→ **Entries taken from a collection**
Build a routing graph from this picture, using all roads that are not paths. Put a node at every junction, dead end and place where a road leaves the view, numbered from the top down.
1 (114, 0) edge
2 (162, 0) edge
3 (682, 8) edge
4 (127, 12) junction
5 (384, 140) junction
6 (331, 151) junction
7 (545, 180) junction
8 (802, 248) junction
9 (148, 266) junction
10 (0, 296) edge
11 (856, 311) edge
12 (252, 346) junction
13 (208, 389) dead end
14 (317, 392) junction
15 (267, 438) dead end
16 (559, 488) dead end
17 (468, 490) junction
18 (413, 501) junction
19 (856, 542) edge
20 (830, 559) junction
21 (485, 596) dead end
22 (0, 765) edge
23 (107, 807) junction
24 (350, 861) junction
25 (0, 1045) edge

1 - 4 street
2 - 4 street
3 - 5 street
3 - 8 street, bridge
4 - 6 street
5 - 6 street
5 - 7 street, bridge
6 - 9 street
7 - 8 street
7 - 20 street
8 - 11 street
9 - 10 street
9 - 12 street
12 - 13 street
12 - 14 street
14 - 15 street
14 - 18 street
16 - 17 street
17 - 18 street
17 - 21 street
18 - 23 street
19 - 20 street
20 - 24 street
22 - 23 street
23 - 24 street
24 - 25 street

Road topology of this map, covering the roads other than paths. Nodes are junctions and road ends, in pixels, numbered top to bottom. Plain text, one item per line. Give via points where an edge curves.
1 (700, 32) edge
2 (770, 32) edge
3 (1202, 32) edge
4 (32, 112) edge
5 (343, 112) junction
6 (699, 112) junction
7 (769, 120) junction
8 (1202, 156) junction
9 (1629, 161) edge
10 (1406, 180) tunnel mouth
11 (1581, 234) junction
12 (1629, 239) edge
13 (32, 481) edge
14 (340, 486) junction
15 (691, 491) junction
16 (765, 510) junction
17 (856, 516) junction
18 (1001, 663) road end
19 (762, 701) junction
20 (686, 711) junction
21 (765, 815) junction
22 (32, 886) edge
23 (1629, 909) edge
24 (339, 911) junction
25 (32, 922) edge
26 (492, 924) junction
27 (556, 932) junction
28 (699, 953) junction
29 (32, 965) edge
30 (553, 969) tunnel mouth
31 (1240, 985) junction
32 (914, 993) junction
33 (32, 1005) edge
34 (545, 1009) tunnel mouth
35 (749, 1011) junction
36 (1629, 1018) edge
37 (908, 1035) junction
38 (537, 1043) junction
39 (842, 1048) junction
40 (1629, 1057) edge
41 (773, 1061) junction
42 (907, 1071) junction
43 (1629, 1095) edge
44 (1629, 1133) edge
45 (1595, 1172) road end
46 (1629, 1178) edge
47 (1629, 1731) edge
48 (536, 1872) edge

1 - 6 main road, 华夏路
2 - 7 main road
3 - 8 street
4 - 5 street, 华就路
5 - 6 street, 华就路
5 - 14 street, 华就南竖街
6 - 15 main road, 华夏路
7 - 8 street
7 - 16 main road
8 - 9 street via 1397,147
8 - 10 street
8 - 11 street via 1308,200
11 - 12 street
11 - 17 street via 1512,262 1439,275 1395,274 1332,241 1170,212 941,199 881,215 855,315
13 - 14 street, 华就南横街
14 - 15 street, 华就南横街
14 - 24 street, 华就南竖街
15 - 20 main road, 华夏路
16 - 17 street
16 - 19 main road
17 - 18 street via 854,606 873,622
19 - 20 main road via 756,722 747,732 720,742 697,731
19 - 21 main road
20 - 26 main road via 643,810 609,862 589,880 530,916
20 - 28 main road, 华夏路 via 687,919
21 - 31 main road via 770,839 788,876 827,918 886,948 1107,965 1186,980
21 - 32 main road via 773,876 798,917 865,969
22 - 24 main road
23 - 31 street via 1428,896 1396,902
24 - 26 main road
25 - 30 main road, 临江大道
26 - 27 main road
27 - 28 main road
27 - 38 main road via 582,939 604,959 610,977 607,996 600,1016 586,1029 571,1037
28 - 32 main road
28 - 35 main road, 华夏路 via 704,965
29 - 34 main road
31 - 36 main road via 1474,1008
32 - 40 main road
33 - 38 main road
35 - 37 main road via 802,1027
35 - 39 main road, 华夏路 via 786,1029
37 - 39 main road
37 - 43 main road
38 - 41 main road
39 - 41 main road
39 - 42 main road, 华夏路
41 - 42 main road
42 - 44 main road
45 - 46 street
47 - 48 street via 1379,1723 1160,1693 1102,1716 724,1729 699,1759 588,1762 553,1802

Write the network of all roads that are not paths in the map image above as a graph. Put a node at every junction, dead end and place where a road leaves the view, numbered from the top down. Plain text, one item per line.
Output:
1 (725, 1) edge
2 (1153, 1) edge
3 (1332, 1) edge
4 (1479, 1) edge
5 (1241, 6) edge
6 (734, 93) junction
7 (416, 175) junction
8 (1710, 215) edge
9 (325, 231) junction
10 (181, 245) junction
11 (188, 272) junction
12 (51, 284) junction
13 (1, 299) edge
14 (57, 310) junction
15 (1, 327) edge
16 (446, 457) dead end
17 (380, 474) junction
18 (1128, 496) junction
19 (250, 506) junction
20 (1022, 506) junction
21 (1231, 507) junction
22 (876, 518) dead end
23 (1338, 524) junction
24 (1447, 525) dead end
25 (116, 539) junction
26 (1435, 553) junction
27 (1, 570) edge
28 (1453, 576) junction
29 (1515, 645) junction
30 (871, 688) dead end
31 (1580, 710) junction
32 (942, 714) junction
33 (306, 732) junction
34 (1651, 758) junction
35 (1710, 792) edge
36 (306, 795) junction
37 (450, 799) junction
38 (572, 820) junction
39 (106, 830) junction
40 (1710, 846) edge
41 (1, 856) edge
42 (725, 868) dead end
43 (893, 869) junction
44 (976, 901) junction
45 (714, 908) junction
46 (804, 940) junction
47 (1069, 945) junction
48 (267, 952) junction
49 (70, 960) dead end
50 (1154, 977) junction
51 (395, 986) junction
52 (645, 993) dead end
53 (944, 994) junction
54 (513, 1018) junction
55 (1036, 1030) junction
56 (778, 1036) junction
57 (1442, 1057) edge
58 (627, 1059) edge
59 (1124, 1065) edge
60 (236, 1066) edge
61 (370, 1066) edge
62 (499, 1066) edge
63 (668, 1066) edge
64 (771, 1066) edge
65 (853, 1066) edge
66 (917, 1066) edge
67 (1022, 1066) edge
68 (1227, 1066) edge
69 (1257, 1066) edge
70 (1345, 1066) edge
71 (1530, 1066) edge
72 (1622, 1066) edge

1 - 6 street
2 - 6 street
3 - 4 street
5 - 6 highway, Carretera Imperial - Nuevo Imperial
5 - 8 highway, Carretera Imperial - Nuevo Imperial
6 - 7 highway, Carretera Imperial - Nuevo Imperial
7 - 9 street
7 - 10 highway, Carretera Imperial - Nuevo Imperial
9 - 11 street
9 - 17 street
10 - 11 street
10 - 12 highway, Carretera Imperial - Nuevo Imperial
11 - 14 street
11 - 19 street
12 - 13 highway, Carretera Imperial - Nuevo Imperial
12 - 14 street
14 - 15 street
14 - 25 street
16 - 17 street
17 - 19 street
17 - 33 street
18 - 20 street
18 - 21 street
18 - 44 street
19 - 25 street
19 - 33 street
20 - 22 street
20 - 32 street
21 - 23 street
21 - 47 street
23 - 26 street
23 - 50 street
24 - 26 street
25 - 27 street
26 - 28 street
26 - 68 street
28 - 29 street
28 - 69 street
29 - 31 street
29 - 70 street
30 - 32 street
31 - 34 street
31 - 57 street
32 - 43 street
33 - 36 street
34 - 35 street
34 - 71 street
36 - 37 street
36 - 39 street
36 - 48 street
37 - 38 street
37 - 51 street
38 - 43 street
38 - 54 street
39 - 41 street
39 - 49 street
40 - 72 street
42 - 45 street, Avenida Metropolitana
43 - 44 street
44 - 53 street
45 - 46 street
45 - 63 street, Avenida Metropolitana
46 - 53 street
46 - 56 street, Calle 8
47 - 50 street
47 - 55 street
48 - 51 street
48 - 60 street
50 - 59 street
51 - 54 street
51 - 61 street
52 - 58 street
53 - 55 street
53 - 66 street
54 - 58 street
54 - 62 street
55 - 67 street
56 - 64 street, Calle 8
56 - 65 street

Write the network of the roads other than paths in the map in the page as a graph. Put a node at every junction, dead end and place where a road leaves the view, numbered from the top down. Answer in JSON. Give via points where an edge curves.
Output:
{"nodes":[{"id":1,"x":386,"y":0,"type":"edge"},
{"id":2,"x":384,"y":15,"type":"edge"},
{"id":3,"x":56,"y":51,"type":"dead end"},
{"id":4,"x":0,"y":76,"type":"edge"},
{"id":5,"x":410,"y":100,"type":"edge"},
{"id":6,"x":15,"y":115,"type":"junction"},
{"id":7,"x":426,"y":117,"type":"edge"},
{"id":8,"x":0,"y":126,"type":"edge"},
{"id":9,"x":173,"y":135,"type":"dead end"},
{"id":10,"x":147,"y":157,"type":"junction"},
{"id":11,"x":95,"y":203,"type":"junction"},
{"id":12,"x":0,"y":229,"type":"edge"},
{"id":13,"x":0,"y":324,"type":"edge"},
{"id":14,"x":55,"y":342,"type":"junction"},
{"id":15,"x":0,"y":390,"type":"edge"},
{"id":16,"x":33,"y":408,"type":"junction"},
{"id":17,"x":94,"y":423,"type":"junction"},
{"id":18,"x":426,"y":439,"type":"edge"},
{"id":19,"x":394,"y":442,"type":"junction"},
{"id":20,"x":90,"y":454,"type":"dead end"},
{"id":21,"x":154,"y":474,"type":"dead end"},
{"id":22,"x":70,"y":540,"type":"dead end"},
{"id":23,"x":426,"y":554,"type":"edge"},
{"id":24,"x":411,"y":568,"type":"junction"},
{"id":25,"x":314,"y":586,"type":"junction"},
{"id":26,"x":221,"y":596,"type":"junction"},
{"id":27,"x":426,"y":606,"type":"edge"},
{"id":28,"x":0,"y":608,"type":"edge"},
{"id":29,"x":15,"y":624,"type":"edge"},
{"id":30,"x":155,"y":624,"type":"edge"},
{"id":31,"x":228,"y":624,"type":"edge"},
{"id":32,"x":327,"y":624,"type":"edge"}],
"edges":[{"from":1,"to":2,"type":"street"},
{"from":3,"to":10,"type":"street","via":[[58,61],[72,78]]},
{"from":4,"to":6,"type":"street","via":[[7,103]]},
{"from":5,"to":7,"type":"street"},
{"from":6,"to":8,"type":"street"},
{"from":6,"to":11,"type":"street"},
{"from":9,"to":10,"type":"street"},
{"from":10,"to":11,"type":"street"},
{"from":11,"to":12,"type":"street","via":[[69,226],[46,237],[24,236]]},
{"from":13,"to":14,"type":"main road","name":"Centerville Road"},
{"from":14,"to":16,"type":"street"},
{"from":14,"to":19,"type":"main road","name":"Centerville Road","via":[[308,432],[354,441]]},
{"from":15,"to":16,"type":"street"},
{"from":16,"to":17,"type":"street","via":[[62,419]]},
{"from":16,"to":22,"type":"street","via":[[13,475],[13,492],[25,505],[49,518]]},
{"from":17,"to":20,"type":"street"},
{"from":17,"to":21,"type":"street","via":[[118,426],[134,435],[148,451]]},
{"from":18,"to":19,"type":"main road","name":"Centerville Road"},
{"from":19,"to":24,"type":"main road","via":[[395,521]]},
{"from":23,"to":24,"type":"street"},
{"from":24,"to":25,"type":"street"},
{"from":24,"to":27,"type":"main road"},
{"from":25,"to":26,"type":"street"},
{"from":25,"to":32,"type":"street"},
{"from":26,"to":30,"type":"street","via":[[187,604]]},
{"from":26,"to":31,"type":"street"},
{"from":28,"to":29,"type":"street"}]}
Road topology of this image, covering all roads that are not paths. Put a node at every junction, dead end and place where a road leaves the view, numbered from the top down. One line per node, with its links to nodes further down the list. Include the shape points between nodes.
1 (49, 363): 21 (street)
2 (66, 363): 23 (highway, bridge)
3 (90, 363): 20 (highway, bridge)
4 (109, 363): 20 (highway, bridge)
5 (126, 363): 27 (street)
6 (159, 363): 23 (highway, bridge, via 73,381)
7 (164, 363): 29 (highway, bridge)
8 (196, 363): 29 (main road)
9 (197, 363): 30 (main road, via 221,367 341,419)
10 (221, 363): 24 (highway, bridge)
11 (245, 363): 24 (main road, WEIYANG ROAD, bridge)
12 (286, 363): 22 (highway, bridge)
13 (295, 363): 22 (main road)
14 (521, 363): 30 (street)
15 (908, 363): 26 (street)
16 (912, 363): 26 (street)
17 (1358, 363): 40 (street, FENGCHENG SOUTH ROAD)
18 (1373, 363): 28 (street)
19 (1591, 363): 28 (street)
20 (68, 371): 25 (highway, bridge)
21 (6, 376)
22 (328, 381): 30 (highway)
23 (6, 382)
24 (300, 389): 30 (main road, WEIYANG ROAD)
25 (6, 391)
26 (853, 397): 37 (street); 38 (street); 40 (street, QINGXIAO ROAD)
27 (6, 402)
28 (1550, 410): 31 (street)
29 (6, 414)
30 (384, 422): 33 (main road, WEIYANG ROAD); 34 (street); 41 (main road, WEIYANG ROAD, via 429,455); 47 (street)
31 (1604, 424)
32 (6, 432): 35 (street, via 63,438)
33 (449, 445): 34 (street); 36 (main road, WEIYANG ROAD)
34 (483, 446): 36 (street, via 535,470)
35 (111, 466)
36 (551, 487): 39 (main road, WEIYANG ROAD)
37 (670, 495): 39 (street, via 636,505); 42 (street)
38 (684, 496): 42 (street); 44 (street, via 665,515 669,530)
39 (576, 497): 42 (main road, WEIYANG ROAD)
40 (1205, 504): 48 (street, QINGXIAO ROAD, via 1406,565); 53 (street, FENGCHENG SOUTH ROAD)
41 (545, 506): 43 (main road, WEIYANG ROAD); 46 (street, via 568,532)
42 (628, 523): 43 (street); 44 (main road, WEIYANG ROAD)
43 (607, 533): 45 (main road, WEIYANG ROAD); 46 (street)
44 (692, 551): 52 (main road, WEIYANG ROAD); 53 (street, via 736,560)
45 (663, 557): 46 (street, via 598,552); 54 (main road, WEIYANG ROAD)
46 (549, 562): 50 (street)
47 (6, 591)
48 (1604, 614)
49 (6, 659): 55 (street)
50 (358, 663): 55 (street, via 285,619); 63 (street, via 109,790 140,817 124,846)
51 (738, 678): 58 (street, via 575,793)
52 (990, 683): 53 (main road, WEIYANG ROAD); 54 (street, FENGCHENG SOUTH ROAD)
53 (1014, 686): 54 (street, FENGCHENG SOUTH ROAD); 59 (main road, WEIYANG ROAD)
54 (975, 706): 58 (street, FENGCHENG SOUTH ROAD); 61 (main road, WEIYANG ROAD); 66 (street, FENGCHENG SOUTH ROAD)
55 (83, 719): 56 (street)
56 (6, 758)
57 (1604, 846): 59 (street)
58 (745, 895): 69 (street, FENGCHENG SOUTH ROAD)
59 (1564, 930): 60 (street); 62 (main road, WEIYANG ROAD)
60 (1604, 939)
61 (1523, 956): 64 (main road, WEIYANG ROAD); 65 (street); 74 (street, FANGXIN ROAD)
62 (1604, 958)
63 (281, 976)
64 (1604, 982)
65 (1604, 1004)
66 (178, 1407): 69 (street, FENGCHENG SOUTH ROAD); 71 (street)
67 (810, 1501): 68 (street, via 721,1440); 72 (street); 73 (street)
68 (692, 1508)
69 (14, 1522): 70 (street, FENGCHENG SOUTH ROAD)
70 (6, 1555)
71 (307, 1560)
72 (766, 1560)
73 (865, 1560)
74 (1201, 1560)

→ **TASK TO CARRY OUT**
Each line containing the word "FENGCHENG" needs to be copied from the data above.

→ **RESPONSE FOR THIS EXERCISE**
17 (1358, 363): 40 (street, FENGCHENG SOUTH ROAD)
40 (1205, 504): 48 (street, QINGXIAO ROAD, via 1406,565); 53 (street, FENGCHENG SOUTH ROAD)
52 (990, 683): 53 (main road, WEIYANG ROAD); 54 (street, FENGCHENG SOUTH ROAD)
53 (1014, 686): 54 (street, FENGCHENG SOUTH ROAD); 59 (main road, WEIYANG ROAD)
54 (975, 706): 58 (street, FENGCHENG SOUTH ROAD); 61 (main road, WEIYANG ROAD); 66 (street, FENGCHENG SOUTH ROAD)
58 (745, 895): 69 (street, FENGCHENG SOUTH ROAD)
66 (178, 1407): 69 (street, FENGCHENG SOUTH ROAD); 71 (street)
69 (14, 1522): 70 (street, FENGCHENG SOUTH ROAD)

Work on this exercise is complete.